Learning sometimes happens in big jumps, but mostly in little tiny steps. I share my baby steps of learning here, mostly on topics around programming, programming languages, software engineering, and computing in general. But occasionally, even on other disciplines of engineering or even science. I mostly learn through examples and doing. And this place is a logbook of my experiences in learning something. You may find several things interesting here: little cute snippets of (hopefully useful) code, a bit of backing theory, and a lot of gyan on how learning can be so much fun.

Thursday, August 23, 2007

Classes versus Functions

While working with an OO language like C++ or Java, we often stumble into an issue of choosing between a class and a function.

Let me illustrate the case. Say, we are writing a parser. A C-style way to do is to form it in the shape of a function, say parse (FILE * fin) , that returns the IR after parsing. The caller of this function would be responsible to do what he wants with the IR.

There are more one choice to do the same thing when working with an OO language. A class named Parser would possibly have a parse (FILE * fin) method returning the IR. Or it could have a constructor Parser (string FileName), and an argument-less method parse () returning the IR. The merits of choosing one over the other seem to me rather unimposing. The only difference between the two approaches is that the input for parsing is defined while making a call to the method in the former case, while, in the latter, it gets defined at the time of the creation of the parser object. It hardly matters!

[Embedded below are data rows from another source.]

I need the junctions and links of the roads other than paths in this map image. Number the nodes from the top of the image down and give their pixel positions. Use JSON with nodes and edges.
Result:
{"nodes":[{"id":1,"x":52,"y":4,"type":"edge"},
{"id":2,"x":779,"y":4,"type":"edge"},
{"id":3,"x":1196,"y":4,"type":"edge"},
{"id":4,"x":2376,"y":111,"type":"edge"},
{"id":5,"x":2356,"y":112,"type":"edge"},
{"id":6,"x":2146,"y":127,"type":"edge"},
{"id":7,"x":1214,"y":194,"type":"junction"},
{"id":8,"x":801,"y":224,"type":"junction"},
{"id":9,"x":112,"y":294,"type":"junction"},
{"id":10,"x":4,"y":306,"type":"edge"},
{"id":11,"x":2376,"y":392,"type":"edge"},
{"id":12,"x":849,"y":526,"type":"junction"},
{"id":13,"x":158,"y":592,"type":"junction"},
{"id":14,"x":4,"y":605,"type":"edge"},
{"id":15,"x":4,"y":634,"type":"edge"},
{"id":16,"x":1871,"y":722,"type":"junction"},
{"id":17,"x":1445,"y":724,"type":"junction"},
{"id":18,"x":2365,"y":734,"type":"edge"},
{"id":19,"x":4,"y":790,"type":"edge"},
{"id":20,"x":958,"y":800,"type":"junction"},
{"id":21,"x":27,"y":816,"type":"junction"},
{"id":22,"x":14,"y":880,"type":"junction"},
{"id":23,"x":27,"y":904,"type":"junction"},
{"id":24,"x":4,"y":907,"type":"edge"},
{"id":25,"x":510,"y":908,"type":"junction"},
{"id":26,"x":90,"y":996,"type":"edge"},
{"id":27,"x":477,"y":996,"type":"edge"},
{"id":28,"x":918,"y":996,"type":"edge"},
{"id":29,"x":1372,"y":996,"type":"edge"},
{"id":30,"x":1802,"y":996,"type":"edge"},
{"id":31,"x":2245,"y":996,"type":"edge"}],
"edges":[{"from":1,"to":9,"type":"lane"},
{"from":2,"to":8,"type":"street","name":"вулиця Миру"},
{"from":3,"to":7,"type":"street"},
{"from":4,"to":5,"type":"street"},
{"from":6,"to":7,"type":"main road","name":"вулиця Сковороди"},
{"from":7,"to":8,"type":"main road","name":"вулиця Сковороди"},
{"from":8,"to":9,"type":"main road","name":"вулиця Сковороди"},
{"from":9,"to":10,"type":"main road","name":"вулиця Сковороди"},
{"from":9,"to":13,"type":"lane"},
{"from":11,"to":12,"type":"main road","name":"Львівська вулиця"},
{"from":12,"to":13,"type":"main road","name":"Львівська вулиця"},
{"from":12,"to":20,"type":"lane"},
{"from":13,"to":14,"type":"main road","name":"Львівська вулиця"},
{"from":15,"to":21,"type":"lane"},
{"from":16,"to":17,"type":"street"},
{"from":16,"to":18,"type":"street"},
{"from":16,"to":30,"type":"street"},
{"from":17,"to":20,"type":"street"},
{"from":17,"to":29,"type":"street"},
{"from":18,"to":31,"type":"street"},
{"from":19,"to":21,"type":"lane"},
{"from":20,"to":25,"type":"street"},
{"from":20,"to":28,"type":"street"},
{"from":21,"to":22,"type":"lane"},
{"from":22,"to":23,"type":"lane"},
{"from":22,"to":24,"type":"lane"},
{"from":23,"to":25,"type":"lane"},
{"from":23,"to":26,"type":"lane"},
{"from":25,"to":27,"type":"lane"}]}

For me, in a basic case, having a parser class is little more than syntactic sugar. May be, in a more advanced scenario, it helps having a class for the Parser, so that parser states can be encapsulated in private attributes. Among these, FileName is surely not one. It can always be passed to the parse method while calling.

I arbitrarily prefer having a parameterised method parse (FILE * File) or parse (string FileName), so that I can use the same parser object for parsing many times. Nothing fundamental about this choice.